EPS, Cash Flow and Capital Investments

Fig 5 – EPS, Cash Flow and Capital Investments

  • RoCE has fallen from 25% levels to 8.9% – a poor statistic; RoNW is 4.4%; Price/Book is 1.96.
  • Debt / Equity is 1.36 for the consolidated entity, indicating fair leverage.
Airtel - Price and PE chart, TTM

Fig 6 – Airtel – Price and PE chart, TTM

  • The Price and PE Chart – Fig 6 – show that the average PE over last 5 years is 22.5.
  • Current PE at 25.4 is in the Upper Quartile, at high levels, in spite of recent price fall.
Price and EPS Chart TTM, JainMatrix Investments

Fig 7 – Price and EPS Chart TTM, JainMatrix Investments

  • The Price and EPS chart – Fig 7 – clearly shows the EPS drop post April 2010.
  • The key question is, when will this fall in EPS be arrested and resume its growth path?

Benchmarking and Financial Projections

In a benchmarking exercise, we compare Airtel with 3 other firms, Table 8.

Benchmarking Analysis, JainMatrix Investments

Table 8 – Benchmarking Analysis, JainMatrix Investments

  • Airtel has healthy Sales growth, while Asset Turnover and EBITDA margins are excellent.
  • The ROCE is low, and profit erosion and price fall are signs of weakness for Airtel.
  • D/E is high but within the 2.0 times comfort zone
  • The Airtel consolidated Financials are projected till FY 2015, Table 9.
Financial Projections, JainMatrix Investments

Table 9 – Financial Projections, JainMatrix Investments

Risks:

  • Indian Telecom Regulatory and legal overhang.
  • Revenue pressures from the Indian government.

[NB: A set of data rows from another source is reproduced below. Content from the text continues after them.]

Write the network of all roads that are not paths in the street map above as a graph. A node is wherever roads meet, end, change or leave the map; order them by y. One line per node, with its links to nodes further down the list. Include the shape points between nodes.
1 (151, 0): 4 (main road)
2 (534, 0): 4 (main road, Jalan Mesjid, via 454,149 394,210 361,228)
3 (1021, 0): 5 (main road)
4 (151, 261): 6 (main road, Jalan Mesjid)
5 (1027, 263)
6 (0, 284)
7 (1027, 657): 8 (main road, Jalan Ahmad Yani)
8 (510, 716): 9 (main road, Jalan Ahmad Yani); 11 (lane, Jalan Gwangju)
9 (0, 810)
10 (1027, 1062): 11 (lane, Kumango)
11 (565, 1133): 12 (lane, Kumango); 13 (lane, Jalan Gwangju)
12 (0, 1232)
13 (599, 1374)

The govt. is looking to bridge deficits with larger revenues from Telecom industry.
  • The current expectation is that M&As and exits will reduce competitive intensity in the sector. If this does not happen, it will affect profitability and margins.
  • The interest rates have risen in India, increasing debt-servicing costs. Our expectations are that rates have peaked in India, and should fall going forward. Any change in this affects financial projections.

Opinion, Outlook and Recommendation

  • The Telecom sector in India has achieved deep penetration, and voice services have been a language independent enabler of productivity, efficiency and knowledge. The success of Apple’s iPhone is an indication of future data services consumption, assuming the Indian market follows the developed markets trends.
  • In future the sector revenues will be driven by volume and price increases, value added services, 3G adoption, internet and application usage, 4G and incremental penetration. With maturity, the telecom sector revenues will be a Consumer play, reflecting personal income growth and habits.
  • Airtel is a volume leader in India, and is perceived as a technology leader with cutting edge offerings and the best network.  In Africa, the brand is slowly getting established.
  • The current financial performance is a trough due to a combination of Indian telecom governance challenges, intense competition, high interest rates and investments in Indian 3G/ 4G networks and African operations.
  • But FY2013 will see Airtel consolidating its leadership position in India & many African countries. In India about 6-7 players will exit or merge with other players due to investment/ profit pressures. After this, mobile call prices will rise, due to a return of pricing power. In FY14, the financial recovery will be swift & comprehensive.
  • The June 2010 bottom for the Airtel share was Rs 255, has held firm so far till August 2012. There may be more consolidation at these levels in rest of FY13.
  • The Mar 2014 target for Airtel is 421 based on a P/E target of 25 times and projections of financials. This is a 61% appreciation from current price levels. 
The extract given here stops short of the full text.